As federal agencies have exponentially increased the use of “Other Transaction Agreements,” or OTAs, over the past few years, the question of the extent to which OTAs are subject to judicial review has arisen and, fortunately, recently been answered by GAO.  Although GAO will not review an agency’s award decision once it properly elects to utilize an OTA, GAO will examine the transaction to assess whether the agency properly chose to use the OTA instead of a procurement contract. The MD Helicopters decision, B-417379, April 4, 2019, 2019 WL 1505296, is GAO’s most recent decision on the subject.  With this in mind, federal contractors considering OTAs as a procurement vehicle should take note of GAO’s limited scope of review regarding such agreements and tread carefully.

Anyone paying attention to trends in federal procurement over the last few years has undoubtedly seen the exponential increase in the number of OTAs entered into by executive agencies with the authority to award such agreements. The numbers are undeniable; the Department of Defense (DoD) alone spent nearly $21 billion on 148 OTAs between FY 2015 and FY 2017. The inherent differences between OTAs and traditional government procurement contracts likely played a key role in the increased use of OTAs.  Notably, OTAs are not procurement contracts, grants, or cooperative agreements, and, as such, are not subject to typical procurement regulations, such as the Federal Acquisition Regulation (“FAR).  Accordingly, parties to an OTA can negotiate flexible, commercial-friendly terms and conditions. This flexibility has attracted new contractors to the federal marketplace, such as commercial technology companies, that may not have had the infrastructure to comply with seemingly draconian regulatory obligations under typical procurement laws and regulations.  This flexibility, however, is a double-edged sword for unwary contractors, as the lack of applicable traditional procurement statutes and regulations, or a standard template/model agreement for OTAs, often requires the parties to create an OTA from whole cloth.  As a result, the length of the drafting/negotiation period for OTAs can be significantly longer as compared to traditional procurement vehicles and wrought with more peril.

Another drawback for contractors is the limited judicial review of OTAs. Although OTAs are not “protest proof,” as detailed in MD Helicopters, GAO jurisdiction is narrowly construed.   In MD Helicopters, the protester challenged the U.S. Army’s decision not to enter into an OTA with the protester under a solicitation for the development of a future attack reconnaissance aircraft competitive prototype.  Specifically, the protester argued that (1) the Army unreasonably evaluated its proposal, and (2) failed to reasonably promote small business participation in accordance with 10 U.S.C. § 2371b(d)(1).

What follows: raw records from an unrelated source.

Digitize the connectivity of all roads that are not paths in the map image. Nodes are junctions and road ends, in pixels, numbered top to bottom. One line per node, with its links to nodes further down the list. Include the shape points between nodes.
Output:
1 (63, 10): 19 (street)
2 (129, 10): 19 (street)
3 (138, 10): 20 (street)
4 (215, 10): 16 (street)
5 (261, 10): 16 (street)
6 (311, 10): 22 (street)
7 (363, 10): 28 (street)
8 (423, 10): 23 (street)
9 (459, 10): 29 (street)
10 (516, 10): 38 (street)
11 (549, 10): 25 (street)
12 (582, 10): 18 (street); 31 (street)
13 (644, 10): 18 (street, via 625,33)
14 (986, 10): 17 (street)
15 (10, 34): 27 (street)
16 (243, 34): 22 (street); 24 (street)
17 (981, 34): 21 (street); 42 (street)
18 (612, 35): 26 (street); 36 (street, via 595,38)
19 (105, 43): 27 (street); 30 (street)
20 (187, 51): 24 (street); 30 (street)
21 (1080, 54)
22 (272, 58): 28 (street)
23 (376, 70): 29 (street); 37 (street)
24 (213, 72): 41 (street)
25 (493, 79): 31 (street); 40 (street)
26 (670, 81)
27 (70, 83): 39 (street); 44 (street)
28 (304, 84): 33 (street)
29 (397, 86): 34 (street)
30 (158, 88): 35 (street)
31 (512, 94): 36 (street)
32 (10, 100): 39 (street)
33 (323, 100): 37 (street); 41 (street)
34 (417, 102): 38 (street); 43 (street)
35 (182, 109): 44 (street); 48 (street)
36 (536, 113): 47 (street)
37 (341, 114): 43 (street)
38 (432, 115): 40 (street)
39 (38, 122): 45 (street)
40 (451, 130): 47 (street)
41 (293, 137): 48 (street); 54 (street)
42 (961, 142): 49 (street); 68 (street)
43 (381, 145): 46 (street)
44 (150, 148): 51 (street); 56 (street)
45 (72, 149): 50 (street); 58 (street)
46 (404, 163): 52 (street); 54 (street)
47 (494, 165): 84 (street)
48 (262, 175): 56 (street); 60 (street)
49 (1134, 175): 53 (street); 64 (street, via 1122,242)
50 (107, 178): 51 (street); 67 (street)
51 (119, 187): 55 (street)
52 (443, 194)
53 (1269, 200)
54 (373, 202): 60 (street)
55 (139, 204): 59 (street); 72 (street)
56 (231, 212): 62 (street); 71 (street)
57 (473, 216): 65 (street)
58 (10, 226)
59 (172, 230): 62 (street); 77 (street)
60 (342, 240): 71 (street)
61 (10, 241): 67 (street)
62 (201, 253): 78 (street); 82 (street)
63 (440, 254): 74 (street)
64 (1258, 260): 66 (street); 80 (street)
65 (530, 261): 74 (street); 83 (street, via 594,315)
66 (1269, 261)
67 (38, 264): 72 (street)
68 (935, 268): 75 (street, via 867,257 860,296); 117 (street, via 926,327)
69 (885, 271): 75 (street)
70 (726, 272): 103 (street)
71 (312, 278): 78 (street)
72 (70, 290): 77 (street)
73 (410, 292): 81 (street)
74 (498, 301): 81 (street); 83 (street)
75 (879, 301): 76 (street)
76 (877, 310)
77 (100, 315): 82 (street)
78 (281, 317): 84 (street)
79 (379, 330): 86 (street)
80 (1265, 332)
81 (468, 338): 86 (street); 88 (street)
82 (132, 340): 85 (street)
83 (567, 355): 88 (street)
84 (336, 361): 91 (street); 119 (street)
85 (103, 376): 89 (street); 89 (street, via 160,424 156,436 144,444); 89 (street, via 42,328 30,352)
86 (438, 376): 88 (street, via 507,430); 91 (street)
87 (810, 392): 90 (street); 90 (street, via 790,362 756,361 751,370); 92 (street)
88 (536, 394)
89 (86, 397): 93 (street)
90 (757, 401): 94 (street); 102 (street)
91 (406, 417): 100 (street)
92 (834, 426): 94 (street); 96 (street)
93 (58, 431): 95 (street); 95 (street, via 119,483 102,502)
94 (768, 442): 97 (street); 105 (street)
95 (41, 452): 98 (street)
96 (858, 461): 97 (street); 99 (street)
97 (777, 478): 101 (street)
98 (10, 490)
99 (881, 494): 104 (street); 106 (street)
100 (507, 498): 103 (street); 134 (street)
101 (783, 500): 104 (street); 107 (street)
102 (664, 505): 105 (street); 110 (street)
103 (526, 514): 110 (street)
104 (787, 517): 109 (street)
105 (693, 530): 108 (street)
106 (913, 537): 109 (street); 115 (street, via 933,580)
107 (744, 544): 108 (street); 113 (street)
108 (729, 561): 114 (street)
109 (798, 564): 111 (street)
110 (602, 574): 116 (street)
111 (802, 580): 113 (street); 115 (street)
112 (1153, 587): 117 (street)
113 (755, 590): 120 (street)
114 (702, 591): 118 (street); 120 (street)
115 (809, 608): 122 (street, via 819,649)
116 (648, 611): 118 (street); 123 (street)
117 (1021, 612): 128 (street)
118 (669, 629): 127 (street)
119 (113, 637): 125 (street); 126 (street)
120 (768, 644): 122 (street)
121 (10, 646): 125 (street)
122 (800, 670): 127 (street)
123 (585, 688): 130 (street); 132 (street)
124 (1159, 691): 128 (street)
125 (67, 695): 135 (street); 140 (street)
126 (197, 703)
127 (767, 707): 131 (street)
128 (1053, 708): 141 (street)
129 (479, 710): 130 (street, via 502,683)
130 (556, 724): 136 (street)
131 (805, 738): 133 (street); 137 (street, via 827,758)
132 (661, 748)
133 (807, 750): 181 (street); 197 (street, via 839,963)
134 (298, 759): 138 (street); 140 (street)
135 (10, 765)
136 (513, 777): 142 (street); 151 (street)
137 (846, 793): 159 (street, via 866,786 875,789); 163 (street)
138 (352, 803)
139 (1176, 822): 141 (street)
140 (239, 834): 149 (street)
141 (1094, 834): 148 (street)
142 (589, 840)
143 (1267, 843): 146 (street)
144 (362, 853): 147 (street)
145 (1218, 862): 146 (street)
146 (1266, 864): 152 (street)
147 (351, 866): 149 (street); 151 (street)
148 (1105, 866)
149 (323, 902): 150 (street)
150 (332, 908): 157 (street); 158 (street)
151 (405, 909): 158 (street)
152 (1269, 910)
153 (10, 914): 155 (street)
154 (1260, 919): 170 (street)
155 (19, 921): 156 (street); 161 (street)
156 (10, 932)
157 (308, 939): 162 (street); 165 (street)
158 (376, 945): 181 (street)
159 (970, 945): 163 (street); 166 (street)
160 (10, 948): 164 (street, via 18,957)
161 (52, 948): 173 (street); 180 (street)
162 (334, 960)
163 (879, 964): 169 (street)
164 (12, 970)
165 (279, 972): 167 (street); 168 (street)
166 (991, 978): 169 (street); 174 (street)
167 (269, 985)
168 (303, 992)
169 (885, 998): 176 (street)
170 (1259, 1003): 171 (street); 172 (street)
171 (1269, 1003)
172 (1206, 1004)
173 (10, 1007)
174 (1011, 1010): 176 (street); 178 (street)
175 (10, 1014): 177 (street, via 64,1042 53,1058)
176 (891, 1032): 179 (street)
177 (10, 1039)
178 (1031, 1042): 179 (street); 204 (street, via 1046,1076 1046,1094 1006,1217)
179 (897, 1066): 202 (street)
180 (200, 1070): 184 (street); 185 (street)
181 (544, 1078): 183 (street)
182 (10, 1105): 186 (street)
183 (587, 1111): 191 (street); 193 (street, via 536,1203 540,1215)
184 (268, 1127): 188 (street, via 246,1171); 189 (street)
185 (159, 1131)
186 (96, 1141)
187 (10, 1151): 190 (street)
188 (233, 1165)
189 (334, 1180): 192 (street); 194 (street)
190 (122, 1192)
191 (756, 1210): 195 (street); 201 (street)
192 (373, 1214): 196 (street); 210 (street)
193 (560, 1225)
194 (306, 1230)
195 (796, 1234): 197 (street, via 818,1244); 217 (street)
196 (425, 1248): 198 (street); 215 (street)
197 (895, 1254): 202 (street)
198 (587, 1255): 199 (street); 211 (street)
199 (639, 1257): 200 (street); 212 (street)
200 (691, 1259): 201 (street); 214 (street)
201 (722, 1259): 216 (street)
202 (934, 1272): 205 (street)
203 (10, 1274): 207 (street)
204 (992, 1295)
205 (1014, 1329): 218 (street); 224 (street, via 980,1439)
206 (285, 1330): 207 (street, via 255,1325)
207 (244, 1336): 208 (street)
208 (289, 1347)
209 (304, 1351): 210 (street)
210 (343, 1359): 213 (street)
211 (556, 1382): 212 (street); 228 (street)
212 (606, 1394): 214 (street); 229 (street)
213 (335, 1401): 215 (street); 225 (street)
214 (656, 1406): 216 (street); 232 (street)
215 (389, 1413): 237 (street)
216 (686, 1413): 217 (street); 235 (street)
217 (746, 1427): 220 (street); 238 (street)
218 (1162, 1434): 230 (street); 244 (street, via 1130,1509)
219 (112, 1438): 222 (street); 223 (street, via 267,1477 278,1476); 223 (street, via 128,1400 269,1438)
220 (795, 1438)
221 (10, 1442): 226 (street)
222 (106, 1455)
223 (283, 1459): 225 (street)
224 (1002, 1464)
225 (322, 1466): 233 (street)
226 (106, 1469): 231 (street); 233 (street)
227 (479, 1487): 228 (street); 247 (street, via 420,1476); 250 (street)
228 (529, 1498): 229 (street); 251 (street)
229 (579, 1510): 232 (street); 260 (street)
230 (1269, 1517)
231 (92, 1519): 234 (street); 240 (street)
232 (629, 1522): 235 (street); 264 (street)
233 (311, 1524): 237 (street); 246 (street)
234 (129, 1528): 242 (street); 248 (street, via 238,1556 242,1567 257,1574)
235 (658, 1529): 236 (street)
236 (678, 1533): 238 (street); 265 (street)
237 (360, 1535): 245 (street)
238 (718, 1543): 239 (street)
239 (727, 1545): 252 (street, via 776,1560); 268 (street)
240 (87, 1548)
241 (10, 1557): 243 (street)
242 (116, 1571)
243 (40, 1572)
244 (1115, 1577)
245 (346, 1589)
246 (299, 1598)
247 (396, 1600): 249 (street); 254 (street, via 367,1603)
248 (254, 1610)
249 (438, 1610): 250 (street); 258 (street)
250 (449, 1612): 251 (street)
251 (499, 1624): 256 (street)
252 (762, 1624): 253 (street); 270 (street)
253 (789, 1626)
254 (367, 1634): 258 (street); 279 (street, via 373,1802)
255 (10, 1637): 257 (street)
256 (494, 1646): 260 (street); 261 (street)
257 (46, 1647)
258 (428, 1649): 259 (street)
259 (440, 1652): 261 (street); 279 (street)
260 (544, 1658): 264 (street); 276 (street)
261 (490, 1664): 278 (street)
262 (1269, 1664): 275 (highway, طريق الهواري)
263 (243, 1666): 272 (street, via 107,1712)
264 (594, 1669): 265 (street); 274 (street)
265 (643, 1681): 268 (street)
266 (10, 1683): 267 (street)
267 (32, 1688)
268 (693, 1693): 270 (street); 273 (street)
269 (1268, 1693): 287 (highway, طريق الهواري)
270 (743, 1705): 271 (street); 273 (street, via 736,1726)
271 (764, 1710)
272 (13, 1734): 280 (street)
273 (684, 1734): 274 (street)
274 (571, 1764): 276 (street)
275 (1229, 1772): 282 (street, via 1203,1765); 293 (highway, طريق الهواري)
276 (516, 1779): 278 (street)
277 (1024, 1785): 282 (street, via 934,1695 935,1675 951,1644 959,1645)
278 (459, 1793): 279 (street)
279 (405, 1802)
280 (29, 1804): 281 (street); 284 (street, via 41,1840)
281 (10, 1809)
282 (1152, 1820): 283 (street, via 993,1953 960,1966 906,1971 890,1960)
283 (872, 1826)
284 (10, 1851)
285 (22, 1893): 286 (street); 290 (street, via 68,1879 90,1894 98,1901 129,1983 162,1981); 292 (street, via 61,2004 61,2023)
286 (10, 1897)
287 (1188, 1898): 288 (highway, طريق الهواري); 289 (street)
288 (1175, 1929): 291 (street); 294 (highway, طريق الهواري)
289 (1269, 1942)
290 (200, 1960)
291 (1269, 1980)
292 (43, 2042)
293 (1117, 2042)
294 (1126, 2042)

Unfortunately for the protester, GAO dismissed the protest on the ground that it does not review the award of non-procurement instruments issued under an agency’s OTA authority. Because OTAs are not procurement contracts, GAO explained, it does not typically review protests of the award or solicitations for the award of OTAs, as its bid protest jurisdiction is limited to “protests concerning alleged violations of procurement statutes or regulations by agencies in the award or proposed award of procurement contracts, and solicitations leading to such award.”

In an attempt to prevent dismissal of its protest, MD Helicopters seized on language in 4 C.F.R. § 21.5(m), which states that “GAO generally does not review protests of awards, or solicitations for award, of agreements other than procurement contracts” (emphasis added), and arguing that GAO should exercise its “considerable discretion” to hear the protest. GAO found this argument to be meritless, explaining that its jurisdiction to hear and decide protests is limited by the scope of the Competition in Contracting Act of 1984 (“CICA”).  Non-procurement contracts, such as OTAs, fall outside of the statutory grant.  Further, the term “generally” is not “intended to connote some reserved discretion to consider protests involving the award or proposed award of an OTA.”  Rather, the term “connotes that GAO may, in limited circumstances, hear a protest that tangentially impacts an agency’s award or proposed award of other than a procurement contract.”

Accordingly, “[a]bsent any allegation by MD Helicopters that the Army is improperly using its statutory OTA authority to acquire goods or services that should be acquired via a procurement contract,” GAO reiterated that its review of a procurement involving an OTA is limited to a timely pre-award protest that an agency is improperly using its OTA authority to procure goods or services, and determined that MD Helicopters’ protest, which concerned the agency’s evaluation of proposals and award decision, was not properly within its bid protest jurisdiction.

OTAs are indeed unique procurement vehicles with benefits attractive to commercial companies who may have eschewed doing business with the Government because of the restrictions imposed by all of the traditional procurements statutes and regulations. But potential drawbacks to OTAs remain, including GAO’s limited review of bid protests involving OTAs and the existence of those avoided statutes and regulations at the final point of sale – when an actual contract is created. As federal agencies increase the use of OTAs, contractors seeking this type of agreement should first seek the advice of experienced counsel to determine whether an OTA is the right procurement vehicle for it to pursue and the implications of such a pursuit.